Behind "free" there's always force: "free" college for the kids requires force used against the neighbors to cough up the dough.

Sam L. said...

I never attended my HS reunions. Went to two of my wife's.

Beloved Commenter AReasonableMan said...

My impression is that middle school is a lot more difficult than high school. Through grade school the kids largely live in the dream world of childhood. They begin to wake up in middle school in a very uneven way, creating a lot of personal and social angst. By high school this process is largely complete.

When my youngest kid hits middle school age I am seriously considering buying a yacht and going sailing with her through the middle school years. I can't be worse than middle school and may extend the joy of childhood a little longer.

Drago said...

AReasonableMeltdown: "When my youngest kid hits middle school age I am seriously considering buying a yacht and going sailing with her through the middle school years."

Wow.

Let the record show that on this day I am in complete agreement with that sentiment.

Children as they develop need to be put in positions where they are challenged and must struggle and overcome significant obstacles while in parallel nailing down those academic basics that will open the future for them.

It took several iterations with my first 2 before we discovered what those channels for achievement were and they were not what I had envisioned going in. It did involve a significant amount of home schooling to free up the capacity to engage in those other activities and the payoff has been rather significant.

I'm hoping that we can be as successful with the next couple coming down the pike. But, of course, that will be up to the kids just as much as us.

madAsHell said...

I can't be worse than middle school and may extend the joy of childhood a little longer.

"Daddy, you are embarrassing me!!"

Rusty said...


When my youngest kid hits middle school age I am seriously considering buying a yacht and going sailing with her through the middle school years. I can't be worse than middle school and may extend the joy of childhood a little longer.

You might want to learn to ail first.

Drago said...

Rusty: "You might want to learn to (s)ail first"

ARM, do you sail?

Laslo Spatula said...

The skill, with cheerleaders, is to recognize the midway point of high-school demigod and cashier at Costco. That is the prime point of accessibility before the Cheerleader outfit leaves the top shelf of the closet.

It is like the point between 'new-car-smell' and the first big dent you can't afford to repair.

I am Laslo.

Bruce Hayden said...

That whole the-meek-shall-inherit-the-earth thing, applied to graduating from high school, was a cliché at least thirty years ago.

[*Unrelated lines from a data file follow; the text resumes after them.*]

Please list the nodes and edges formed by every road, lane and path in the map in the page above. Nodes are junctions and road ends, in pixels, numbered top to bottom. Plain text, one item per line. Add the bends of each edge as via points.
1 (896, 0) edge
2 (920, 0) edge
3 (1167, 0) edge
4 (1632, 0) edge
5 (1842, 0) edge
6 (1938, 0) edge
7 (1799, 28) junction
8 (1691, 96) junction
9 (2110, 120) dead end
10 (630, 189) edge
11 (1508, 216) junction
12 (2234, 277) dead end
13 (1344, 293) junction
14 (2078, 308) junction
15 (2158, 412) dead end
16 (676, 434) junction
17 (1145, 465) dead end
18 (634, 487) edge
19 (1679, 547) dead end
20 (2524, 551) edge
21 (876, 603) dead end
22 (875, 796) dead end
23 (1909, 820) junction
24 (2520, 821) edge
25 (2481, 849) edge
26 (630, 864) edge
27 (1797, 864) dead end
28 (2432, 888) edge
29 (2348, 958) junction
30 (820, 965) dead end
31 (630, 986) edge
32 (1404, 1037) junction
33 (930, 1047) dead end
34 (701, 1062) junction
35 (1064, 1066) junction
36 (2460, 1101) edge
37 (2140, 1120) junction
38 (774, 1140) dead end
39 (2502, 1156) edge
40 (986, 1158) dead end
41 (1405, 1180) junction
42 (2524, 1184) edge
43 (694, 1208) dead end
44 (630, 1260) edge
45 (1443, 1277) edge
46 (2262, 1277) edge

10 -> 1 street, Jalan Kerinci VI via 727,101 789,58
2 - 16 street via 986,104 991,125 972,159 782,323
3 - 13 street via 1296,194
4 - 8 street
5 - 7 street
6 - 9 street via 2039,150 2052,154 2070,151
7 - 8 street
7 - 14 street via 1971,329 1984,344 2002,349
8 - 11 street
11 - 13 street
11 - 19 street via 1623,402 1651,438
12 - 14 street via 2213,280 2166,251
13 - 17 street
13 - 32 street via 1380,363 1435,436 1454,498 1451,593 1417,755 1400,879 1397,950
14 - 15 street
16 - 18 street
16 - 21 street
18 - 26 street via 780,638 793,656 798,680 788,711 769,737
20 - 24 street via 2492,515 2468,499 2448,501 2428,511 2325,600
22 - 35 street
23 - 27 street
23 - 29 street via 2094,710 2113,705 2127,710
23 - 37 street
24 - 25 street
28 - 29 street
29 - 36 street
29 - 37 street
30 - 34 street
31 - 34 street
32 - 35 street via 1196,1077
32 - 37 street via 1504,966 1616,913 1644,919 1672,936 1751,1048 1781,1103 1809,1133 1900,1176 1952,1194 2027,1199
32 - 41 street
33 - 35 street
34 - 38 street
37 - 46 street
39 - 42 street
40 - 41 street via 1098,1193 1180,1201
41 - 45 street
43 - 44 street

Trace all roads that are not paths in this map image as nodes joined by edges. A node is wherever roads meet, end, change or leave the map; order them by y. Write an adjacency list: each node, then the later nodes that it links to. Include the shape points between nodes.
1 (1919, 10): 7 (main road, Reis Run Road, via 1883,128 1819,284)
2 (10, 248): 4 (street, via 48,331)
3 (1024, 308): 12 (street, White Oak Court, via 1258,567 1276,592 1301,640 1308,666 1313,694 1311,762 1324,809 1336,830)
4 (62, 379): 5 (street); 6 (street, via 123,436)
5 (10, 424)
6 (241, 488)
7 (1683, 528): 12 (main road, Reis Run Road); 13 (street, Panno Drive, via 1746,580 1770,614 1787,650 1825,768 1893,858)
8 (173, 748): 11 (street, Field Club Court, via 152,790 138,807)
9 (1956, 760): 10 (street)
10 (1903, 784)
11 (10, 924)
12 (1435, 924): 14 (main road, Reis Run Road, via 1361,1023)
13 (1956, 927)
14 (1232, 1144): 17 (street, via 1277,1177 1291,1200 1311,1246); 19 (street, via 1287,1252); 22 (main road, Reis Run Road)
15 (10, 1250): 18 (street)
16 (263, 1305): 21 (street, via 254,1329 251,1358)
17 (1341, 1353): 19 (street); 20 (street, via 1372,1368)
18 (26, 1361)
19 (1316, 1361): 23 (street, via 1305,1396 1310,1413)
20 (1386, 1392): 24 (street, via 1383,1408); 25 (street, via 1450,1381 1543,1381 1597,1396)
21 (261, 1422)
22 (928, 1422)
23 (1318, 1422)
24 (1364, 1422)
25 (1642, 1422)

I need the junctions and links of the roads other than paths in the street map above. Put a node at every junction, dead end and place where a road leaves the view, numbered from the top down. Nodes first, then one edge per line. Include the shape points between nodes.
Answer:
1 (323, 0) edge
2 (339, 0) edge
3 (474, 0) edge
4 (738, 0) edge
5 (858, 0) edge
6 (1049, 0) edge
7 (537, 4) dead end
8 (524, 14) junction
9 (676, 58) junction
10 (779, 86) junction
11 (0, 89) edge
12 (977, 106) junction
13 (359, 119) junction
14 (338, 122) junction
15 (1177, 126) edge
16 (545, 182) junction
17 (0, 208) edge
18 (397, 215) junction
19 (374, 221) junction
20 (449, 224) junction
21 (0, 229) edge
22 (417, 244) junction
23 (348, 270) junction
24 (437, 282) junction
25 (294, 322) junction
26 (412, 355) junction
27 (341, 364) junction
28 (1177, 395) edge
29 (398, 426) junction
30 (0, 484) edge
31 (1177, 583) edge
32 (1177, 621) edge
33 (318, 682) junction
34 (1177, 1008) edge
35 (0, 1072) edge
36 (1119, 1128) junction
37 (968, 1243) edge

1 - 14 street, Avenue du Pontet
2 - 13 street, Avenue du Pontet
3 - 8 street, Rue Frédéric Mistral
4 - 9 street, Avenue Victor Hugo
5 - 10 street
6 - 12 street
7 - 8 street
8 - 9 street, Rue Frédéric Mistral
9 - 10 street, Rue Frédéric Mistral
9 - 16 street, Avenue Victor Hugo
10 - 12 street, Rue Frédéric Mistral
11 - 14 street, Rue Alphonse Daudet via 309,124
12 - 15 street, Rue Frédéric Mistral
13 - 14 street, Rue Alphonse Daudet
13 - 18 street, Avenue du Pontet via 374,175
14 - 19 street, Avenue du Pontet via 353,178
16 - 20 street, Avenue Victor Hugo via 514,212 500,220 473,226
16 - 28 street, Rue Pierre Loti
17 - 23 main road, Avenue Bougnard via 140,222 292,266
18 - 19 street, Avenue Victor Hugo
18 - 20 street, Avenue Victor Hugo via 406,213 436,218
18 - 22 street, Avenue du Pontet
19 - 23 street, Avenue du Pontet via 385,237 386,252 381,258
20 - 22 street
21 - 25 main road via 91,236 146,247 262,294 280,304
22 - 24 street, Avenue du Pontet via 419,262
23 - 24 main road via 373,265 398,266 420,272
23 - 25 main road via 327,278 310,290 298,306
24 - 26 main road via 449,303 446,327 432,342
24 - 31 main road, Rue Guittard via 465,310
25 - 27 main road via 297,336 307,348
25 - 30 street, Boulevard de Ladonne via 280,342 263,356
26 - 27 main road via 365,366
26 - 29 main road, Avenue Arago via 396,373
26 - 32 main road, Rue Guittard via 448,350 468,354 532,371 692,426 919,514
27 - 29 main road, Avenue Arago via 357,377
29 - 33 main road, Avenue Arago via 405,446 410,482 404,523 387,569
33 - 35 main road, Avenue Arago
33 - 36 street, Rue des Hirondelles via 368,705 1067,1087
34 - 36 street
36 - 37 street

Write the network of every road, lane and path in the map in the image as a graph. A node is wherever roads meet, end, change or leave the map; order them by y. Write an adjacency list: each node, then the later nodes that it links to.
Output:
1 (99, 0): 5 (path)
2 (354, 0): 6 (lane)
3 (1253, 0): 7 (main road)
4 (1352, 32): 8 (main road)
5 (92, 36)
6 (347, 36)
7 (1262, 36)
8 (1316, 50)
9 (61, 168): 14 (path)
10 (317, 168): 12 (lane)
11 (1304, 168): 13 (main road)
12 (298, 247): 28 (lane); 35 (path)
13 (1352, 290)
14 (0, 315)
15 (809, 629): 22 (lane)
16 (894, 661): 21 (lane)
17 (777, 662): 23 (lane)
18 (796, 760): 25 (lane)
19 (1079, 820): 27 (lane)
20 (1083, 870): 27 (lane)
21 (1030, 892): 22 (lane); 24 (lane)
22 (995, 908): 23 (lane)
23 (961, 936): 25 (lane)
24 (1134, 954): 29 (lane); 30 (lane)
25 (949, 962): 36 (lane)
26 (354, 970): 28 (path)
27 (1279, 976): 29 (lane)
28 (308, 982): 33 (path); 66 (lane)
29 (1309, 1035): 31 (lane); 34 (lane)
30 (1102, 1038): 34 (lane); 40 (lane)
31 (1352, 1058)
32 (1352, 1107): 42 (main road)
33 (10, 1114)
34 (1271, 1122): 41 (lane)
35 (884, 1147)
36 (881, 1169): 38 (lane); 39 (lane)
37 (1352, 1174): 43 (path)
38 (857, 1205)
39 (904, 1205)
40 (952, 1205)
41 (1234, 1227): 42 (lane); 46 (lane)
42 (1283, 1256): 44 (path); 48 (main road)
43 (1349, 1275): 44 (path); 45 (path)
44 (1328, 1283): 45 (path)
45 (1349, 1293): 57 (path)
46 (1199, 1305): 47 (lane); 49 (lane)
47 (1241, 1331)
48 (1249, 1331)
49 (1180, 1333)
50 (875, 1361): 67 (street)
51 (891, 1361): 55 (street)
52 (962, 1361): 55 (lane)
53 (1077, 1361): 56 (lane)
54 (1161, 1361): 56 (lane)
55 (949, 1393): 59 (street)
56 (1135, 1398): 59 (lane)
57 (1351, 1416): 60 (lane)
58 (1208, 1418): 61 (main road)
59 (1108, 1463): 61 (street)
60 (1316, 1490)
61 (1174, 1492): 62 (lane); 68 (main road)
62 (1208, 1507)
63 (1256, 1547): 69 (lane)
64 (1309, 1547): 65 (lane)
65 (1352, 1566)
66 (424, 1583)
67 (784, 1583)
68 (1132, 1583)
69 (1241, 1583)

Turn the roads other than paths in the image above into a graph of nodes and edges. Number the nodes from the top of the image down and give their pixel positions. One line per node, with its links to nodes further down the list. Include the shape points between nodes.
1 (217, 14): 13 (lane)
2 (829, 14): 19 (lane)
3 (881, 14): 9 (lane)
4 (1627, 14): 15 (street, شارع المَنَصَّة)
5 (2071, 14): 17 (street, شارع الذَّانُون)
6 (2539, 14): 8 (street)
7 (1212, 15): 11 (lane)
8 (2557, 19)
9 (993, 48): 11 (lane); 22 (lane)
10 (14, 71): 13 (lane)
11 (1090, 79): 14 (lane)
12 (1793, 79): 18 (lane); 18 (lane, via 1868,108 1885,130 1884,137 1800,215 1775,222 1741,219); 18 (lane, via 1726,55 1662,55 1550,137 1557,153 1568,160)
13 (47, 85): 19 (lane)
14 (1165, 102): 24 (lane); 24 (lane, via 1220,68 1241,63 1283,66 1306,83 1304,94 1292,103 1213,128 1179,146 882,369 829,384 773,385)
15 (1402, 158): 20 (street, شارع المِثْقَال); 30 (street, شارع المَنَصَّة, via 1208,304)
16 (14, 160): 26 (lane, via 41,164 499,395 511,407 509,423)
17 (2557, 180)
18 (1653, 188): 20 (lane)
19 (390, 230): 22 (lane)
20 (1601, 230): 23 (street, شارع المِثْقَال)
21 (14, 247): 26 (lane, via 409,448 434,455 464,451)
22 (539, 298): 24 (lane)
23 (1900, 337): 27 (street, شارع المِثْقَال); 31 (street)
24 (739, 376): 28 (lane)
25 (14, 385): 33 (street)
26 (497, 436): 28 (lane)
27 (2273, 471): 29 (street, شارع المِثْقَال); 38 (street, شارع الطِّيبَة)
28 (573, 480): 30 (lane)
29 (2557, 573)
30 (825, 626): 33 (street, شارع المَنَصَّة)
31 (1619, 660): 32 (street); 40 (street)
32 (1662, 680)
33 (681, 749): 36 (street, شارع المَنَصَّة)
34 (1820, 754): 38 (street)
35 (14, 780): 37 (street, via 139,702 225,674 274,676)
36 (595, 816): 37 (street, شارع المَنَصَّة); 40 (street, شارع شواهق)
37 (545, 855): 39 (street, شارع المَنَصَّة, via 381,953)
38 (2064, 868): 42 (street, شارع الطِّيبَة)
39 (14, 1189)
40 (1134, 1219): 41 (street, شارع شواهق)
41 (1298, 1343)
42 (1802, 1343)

And unlike many clichés, it's not even true.


It actually was, in my experience, and that of my partner. At her 20th, she no longer was covering everything up, and was still, a 10, but without the baby fat in her cheeks. The homecoming queens were fat and dumpy, the football players were fat and bald, etc. Few had aged that well.

I spent a part of my 20th reunion listening to a classmate who had been on the state championship football team, state championship basketball team, and was state champion in a track event talk about how that was the high point of his life. Someone who wouldn't really give me the time of day back then.

What seems to have happened in many cases is that athletics, sexual success, etc. were the metrics that indicated success in high school. But, the nerds were the ones who succeeded in life, because it takes a lot of study and hard work to get into a good college, do well there, and get into a good grad school. And, if you get drunk every weekend in HS, and even college, you probably aren't going to become a doctor, lawyer, or maybe even an engineer. So, it was not surprising that those of us with professional degrees ended up together by the end of the night, with little to talk about with those who had peaked in high school - because none of us had been popular back then, but had done much better later one.

Anonymous said...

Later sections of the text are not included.